• Data extracted from a collection
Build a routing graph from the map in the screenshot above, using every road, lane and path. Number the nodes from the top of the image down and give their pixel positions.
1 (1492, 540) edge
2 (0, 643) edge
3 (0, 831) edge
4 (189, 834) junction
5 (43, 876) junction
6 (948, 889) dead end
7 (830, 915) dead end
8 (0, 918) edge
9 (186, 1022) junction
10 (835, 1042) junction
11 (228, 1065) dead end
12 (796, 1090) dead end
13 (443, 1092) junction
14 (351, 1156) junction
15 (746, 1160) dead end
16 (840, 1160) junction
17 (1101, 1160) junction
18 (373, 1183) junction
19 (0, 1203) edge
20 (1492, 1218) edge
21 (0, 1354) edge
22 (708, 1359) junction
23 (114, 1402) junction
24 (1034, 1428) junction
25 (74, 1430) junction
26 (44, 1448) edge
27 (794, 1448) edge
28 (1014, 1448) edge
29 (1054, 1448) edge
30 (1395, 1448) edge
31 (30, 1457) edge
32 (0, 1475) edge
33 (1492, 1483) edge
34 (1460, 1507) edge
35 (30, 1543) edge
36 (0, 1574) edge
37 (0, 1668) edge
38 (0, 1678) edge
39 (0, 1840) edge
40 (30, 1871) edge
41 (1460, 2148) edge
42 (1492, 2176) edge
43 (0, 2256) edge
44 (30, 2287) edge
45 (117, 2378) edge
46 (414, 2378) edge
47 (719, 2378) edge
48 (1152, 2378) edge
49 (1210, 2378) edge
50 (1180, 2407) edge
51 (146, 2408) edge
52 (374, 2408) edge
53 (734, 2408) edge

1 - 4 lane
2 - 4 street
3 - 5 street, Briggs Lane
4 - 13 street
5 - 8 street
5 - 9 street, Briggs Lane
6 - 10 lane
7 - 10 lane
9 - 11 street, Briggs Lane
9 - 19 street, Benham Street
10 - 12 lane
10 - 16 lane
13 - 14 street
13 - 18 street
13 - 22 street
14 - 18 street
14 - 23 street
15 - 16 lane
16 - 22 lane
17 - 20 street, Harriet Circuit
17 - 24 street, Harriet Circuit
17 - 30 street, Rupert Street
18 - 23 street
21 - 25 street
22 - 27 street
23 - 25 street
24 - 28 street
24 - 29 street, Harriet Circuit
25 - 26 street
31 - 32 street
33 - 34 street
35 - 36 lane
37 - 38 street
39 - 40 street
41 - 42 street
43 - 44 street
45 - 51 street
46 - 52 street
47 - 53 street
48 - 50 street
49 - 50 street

• YOUR GOAL
Retype all the data. Nothing may be left out or altered.

• SOLUTION FOR THIS PROBLEM
Build a routing graph from the map in the screenshot above, using every road, lane and path. Number the nodes from the top of the image down and give their pixel positions.
1 (1492, 540) edge
2 (0, 643) edge
3 (0, 831) edge
4 (189, 834) junction
5 (43, 876) junction
6 (948, 889) dead end
7 (830, 915) dead end
8 (0, 918) edge
9 (186, 1022) junction
10 (835, 1042) junction
11 (228, 1065) dead end
12 (796, 1090) dead end
13 (443, 1092) junction
14 (351, 1156) junction
15 (746, 1160) dead end
16 (840, 1160) junction
17 (1101, 1160) junction
18 (373, 1183) junction
19 (0, 1203) edge
20 (1492, 1218) edge
21 (0, 1354) edge
22 (708, 1359) junction
23 (114, 1402) junction
24 (1034, 1428) junction
25 (74, 1430) junction
26 (44, 1448) edge
27 (794, 1448) edge
28 (1014, 1448) edge
29 (1054, 1448) edge
30 (1395, 1448) edge
31 (30, 1457) edge
32 (0, 1475) edge
33 (1492, 1483) edge
34 (1460, 1507) edge
35 (30, 1543) edge
36 (0, 1574) edge
37 (0, 1668) edge
38 (0, 1678) edge
39 (0, 1840) edge
40 (30, 1871) edge
41 (1460, 2148) edge
42 (1492, 2176) edge
43 (0, 2256) edge
44 (30, 2287) edge
45 (117, 2378) edge
46 (414, 2378) edge
47 (719, 2378) edge
48 (1152, 2378) edge
49 (1210, 2378) edge
50 (1180, 2407) edge
51 (146, 2408) edge
52 (374, 2408) edge
53 (734, 2408) edge

1 - 4 lane
2 - 4 street
3 - 5 street, Briggs Lane
4 - 13 street
5 - 8 street
5 - 9 street, Briggs Lane
6 - 10 lane
7 - 10 lane
9 - 11 street, Briggs Lane
9 - 19 street, Benham Street
10 - 12 lane
10 - 16 lane
13 - 14 street
13 - 18 street
13 - 22 street
14 - 18 street
14 - 23 street
15 - 16 lane
16 - 22 lane
17 - 20 street, Harriet Circuit
17 - 24 street, Harriet Circuit
17 - 30 street, Rupert Street
18 - 23 street
21 - 25 street
22 - 27 street
23 - 25 street
24 - 28 street
24 - 29 street, Harriet Circuit
25 - 26 street
31 - 32 street
33 - 34 street
35 - 36 lane
37 - 38 street
39 - 40 street
41 - 42 street
43 - 44 street
45 - 51 street
46 - 52 street
47 - 53 street
48 - 50 street
49 - 50 street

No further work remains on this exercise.